Problem description: All lines of the listing that contain "הדלק" should be shown in full.

The input:

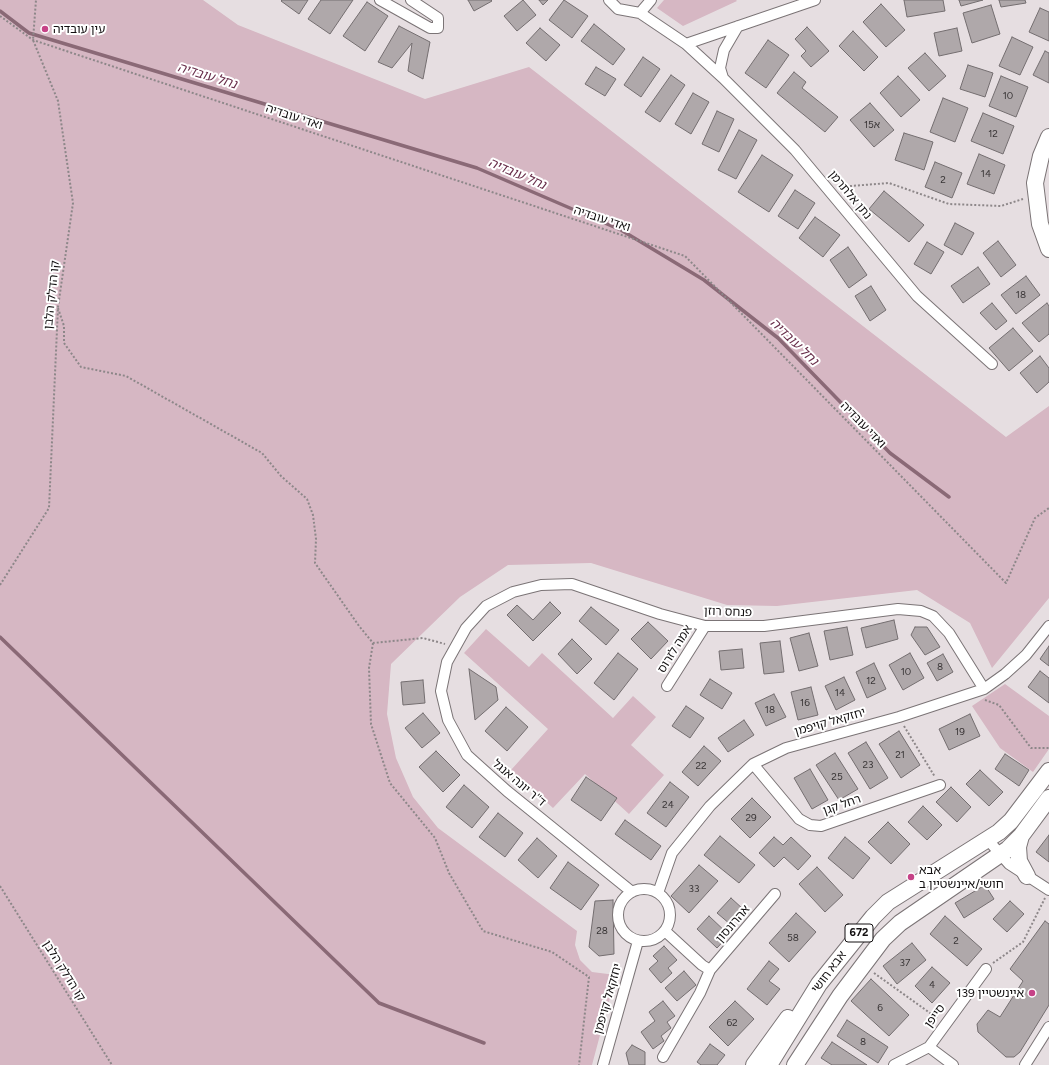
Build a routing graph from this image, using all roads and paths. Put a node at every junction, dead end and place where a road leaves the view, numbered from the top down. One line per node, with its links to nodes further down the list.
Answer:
1 (36, 0): 10 (path, קו הדלק הלבן)
2 (380, 0): 3 (street)
3 (411, 0)
4 (609, 0): 7 (street)
5 (651, 0): 7 (street)
6 (815, 0): 9 (street)
7 (640, 13): 11 (street, נתן אלתרמן)
8 (0, 16): 10 (path, ואדי עובדיה)
9 (738, 26): 11 (street); 12 (street)
10 (33, 40): 17 (path, קו הדלק הלבן); 19 (path, ואדי עובדיה)
11 (686, 44): 12 (street, נתן אלתרמן)
12 (723, 78): 14 (street, נתן אלתרמן)
13 (1049, 137): 15 (main road)
14 (827, 188): 15 (path); 18 (street, נתן אלתרמן)
15 (1036, 195): 16 (main road)
16 (1049, 249)
17 (58, 307): 20 (path, קו הדלק הלבן); 23 (path)
18 (992, 364)
19 (1049, 508)
20 (0, 585)
21 (705, 626): 24 (street, פנחס רוזן); 26 (street, אמה לזרוס); 27 (street, פנחס רוזן)
22 (1049, 626): 27 (street, יחזקאל קויפמן)
23 (373, 643): 24 (path); 55 (path)
24 (456, 646): 25 (street, פנחס רוזן)
25 (447, 662): 41 (street, ד''ר יונה אנגל)
26 (667, 686)
27 (984, 688): 29 (street, יחזקאל קויפמן)
28 (1000, 705): 30 (path)
29 (899, 717): 31 (street, יחזקאל קויפמן); 33 (path)
30 (1049, 748)
31 (753, 764): 33 (street, רחל קגן); 42 (street, יחזקאל קויפמן)
32 (1049, 770): 36 (main road, אבא חושי / 672)
33 (940, 784)
34 (1049, 798): 35 (main road, אבא חושי / 672)
35 (1021, 836): 37 (main road, אבא חושי / 672); 38 (main road)
36 (988, 840): 37 (street); 49 (main road, אבא חושי / 672)
37 (1001, 854): 38 (street); 59 (main road, אבא חושי / 672)
38 (1027, 876): 40 (street)
39 (0, 886): 54 (path, קו הדלק הלבן)
40 (1049, 890): 46 (path)
41 (632, 892): 42 (street); 45 (street)
42 (658, 892): 44 (street)
43 (775, 894): 47 (street, אהרונסון)
44 (666, 931): 45 (street); 47 (street)
45 (638, 941): 56 (street, יחזקאל קויפמן)
46 (986, 969): 50 (street, סייפן)
47 (710, 970): 53 (street, אהרונסון)
48 (877, 975): 50 (path)
49 (819, 984): 57 (main road); 58 (main road, אבא חושי / 672)
50 (946, 1024): 52 (street, סייפן)
51 (1049, 1027): 62 (street)
52 (929, 1047): 60 (street, סייפן); 61 (street)
53 (663, 1056)
54 (112, 1065)
55 (579, 1065)
56 (603, 1065)
57 (754, 1065)
58 (769, 1065)
59 (795, 1065)
60 (894, 1065)
61 (953, 1065)
62 (1025, 1065)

Answer to the problem:
1 (36, 0): 10 (path, קו הדלק הלבן)
10 (33, 40): 17 (path, קו הדלק הלבן); 19 (path, ואדי עובדיה)
17 (58, 307): 20 (path, קו הדלק הלבן); 23 (path)
39 (0, 886): 54 (path, קו הדלק הלבן)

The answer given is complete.